Heather is brilliant for bees and there were reports on BWARS, of bees on the heather in Windsor Great Park all through the winter. See Winter Bumble Bees thread on the Forum.

On a neighboring stand, high up, were some small narcissi being visited by both B terrestris and this gorgeous B Hypnorum.

B hypnorum, Tree Bumble Bee.

I had not really thought of daffs as a particularly good bee plant but I guess these early bees will just find nectar and pollen where they can. They were also visiting primroses, and big flowered pansies.

It is quite a small plant department at Huntingdon but does demonstrate the advantage of having lots of flowering plants all together, making it a worth while stop off for the bees. My three crocuses are not quite doing the job!

Bees in your Bonnet

The bees were delightful to watch and I stayed for about 20 minutes, the staff mercifully just ignored me and although I am not too fond of heathers I did buy a box, (how could I not!) to help fill the Empty Garden along with a great bargain sedum, pretty little “Rose Carpet” which will, I hope, thrive in a sunny spot and be enjoyed by many insects.

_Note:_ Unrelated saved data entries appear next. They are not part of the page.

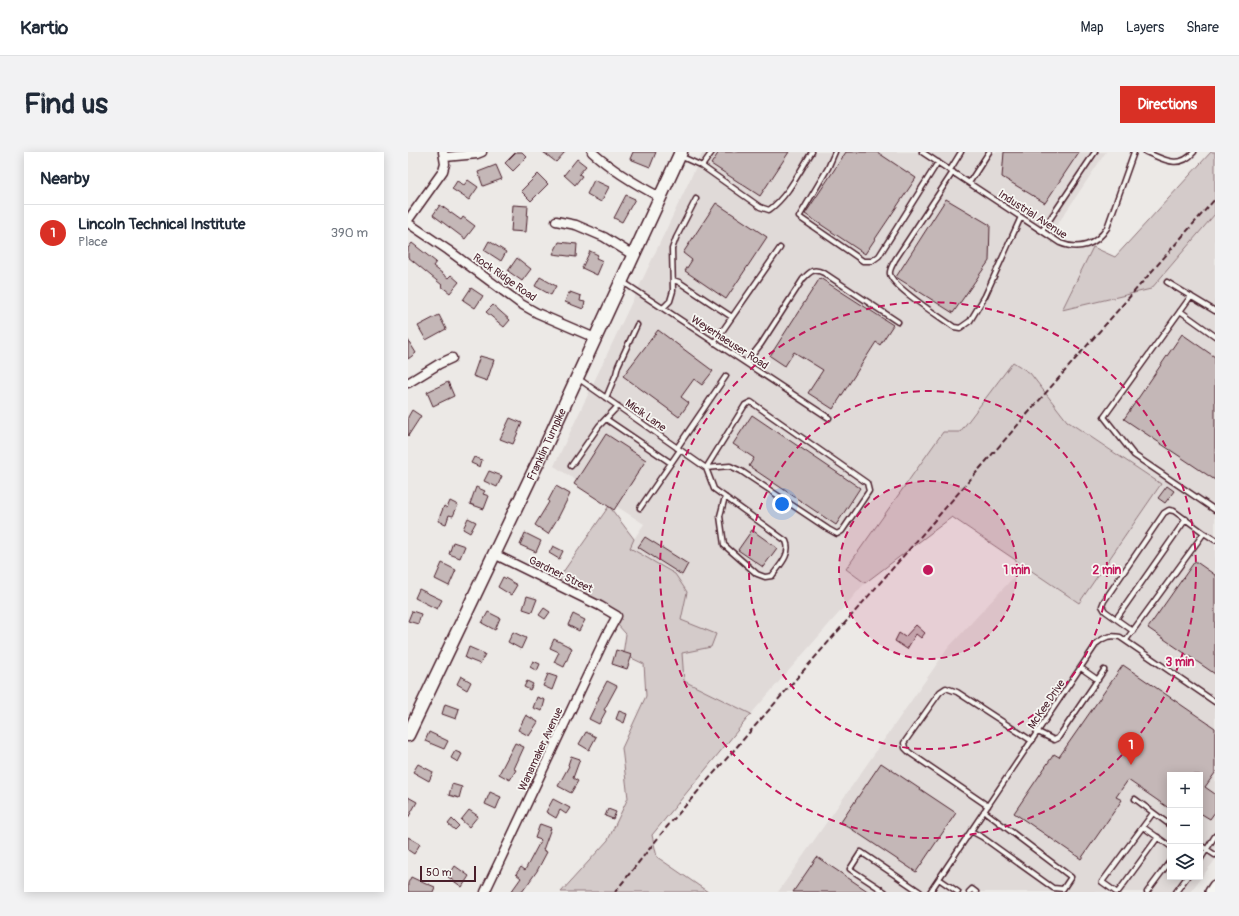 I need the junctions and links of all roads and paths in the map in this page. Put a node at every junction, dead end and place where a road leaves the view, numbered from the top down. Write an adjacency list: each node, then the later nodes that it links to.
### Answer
1 (482, 152): 14 (street)
2 (592, 152): 19 (street)
3 (712, 152): 16 (lane)
4 (812, 152): 16 (lane)
5 (835, 152): 15 (lane)
6 (922, 152): 15 (lane, Industrial Avenue)
7 (961, 152): 17 (lane)
8 (989, 152): 18 (lane)
9 (1095, 152): 24 (lane)
10 (1134, 152): 24 (lane, Industrial Avenue)
11 (1146, 152): 12 (lane)
12 (1194, 152)
13 (680, 154): 16 (lane); 19 (main road, Franklin Turnpike)
14 (444, 155): 23 (street)
15 (938, 162): 17 (lane, Industrial Avenue)
16 (702, 166)
17 (951, 171): 18 (lane, Industrial Avenue); 21 (lane)
18 (968, 183): 21 (lane, Industrial Avenue)
19 (660, 197): 26 (main road, Franklin Turnpike)
20 (696, 199): 27 (lane)
21 (1020, 217): 24 (lane, Industrial Avenue)
22 (556, 221): 26 (street)
23 (408, 222): 38 (street, Rock Ridge Road)
24 (1042, 231)
25 (780, 248): 34 (lane)
26 (633, 255): 28 (main road, Franklin Turnpike)
27 (673, 280): 31 (lane); 34 (lane)
28 (621, 281): 31 (lane, Weyerhaeuser Road); 38 (main road, Franklin Turnpike)
29 (1167, 282): 30 (lane)
30 (1190, 296): 32 (lane); 33 (lane)
31 (663, 308): 39 (lane, Weyerhaeuser Road)
32 (1180, 311): 37 (lane); 55 (lane)
33 (1215, 311)
34 (732, 317): 39 (lane)
35 (898, 322): 41 (lane)
36 (637, 325): 45 (lane)
37 (1215, 336)
38 (595, 338): 43 (main road, Franklin Turnpike)
39 (714, 342): 41 (lane, Weyerhaeuser Road)
40 (452, 358): 44 (street)
41 (746, 363): 47 (lane, Weyerhaeuser Road)
42 (726, 376): 49 (lane)
43 (577, 378): 45 (lane, Micik Lane); 59 (main road, Franklin Turnpike)
44 (408, 383)
45 (606, 398): 46 (lane, Micik Lane)
46 (618, 406): 48 (lane); 49 (lane, Micik Lane)
47 (829, 418)
48 (606, 419): 50 (lane); 51 (lane)
49 (678, 449): 50 (lane); 52 (lane, Micik Lane)
50 (671, 463): 54 (lane)
51 (571, 466)
52 (706, 468): 52 (lane); 53 (lane)
53 (725, 497): 53 (lane)
54 (640, 508)
55 (1215, 510)
56 (1186, 519): 57 (lane); 61 (lane); 61 (lane)
57 (1204, 532): 58 (lane); 62 (lane)
58 (1215, 540)
59 (494, 554): 60 (street, Gardner Street); 69 (main road, Franklin Turnpike)
60 (617, 616): 89 (street, Wanamaker Avenue)
61 (1116, 619): 62 (lane)
62 (1132, 631): 63 (lane)
63 (1126, 640): 64 (lane, McKee Drive); 67 (lane, McKee Drive)
64 (1081, 668): 66 (lane); 68 (lane, McKee Drive)
65 (1104, 670): 66 (lane)
66 (1098, 680): 68 (lane)
67 (1215, 702)
68 (1038, 732): 70 (lane, McKee Drive)
69 (408, 735)
70 (1032, 741): 72 (lane, McKee Drive); 72 (lane)
71 (1135, 799): 74 (lane)
72 (988, 806): 73 (lane, McKee Drive)
73 (984, 811): 77 (lane, McKee Drive); 77 (lane)
74 (1153, 813): 75 (lane); 76 (lane)
75 (1167, 823)
76 (1143, 826): 79 (lane); 96 (lane)
77 (971, 831): 86 (lane, McKee Drive)
78 (1215, 836): 82 (lane)
79 (1158, 837): 80 (lane); 96 (lane)
80 (1167, 844)
81 (1203, 847): 82 (lane)
82 (1207, 850): 83 (lane); 84 (lane)
83 (1215, 855)
84 (1203, 856)
85 (1167, 865): 97 (lane)
86 (939, 879): 92 (lane, McKee Drive); 93 (lane)
87 (1185, 880): 98 (lane)
88 (1215, 886): 99 (main road)
89 (485, 892)
90 (885, 892): 91 (lane)
91 (920, 892)
92 (930, 892)
93 (958, 892)
94 (970, 892): 95 (lane)
95 (976, 892)
96 (1117, 892)
97 (1147, 892)
98 (1176, 892)
99 (1211, 892)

I had to gently shake the heathers so as not to inadvertently take home a sleeping bee and I also had to shake my hair because, as well as the heathers, the large drowsy bees are also partial to my hair, which is, to put it mildly rather fluffy and unruly.

Although I seem unable to fight off the inevitable slide into 3rd age eccentricity, I am just not ready to arrive at a shop counter, albeit to buy plants, with bees in my hair .. no, really, not yet.
Perhaps I should take it as a compliment that these lovely creatures find me a reassuring resting point.
I remember years ago waking up one spring morning having slept with the window open, to find a large bumble bee next to me on the pillow. It was snuggled up in my hair, buzzing softly and was rather grumpy when asked to move.

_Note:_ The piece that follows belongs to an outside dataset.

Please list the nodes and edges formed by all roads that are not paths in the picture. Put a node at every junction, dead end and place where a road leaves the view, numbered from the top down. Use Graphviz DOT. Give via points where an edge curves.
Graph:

Bees in your hair. It is the stuff of limericks.. where is Edward Lear when you need him?

Easton Bees, my first 2012 bee photos

My first 2012 bee photos! Hurrah.  After a great drawing workshop at Stamford Arts centre with my lovely students I went up to Easton Walled Gardens to catch their Snowdrop event.

I am so very fond of this beautiful tranquil place and the gleaming snowdrops were everywhere,  and so many  different varieties, some tall and stately and other low growing and shallow cupped.
Their beauty for me lies in their delicate little nodding heads and  that pure whiteness set against the dark background of winter trees. I may get down to a sketch or two next week. In the class today we were looking at working with pen and ink and this would be a perfect subject.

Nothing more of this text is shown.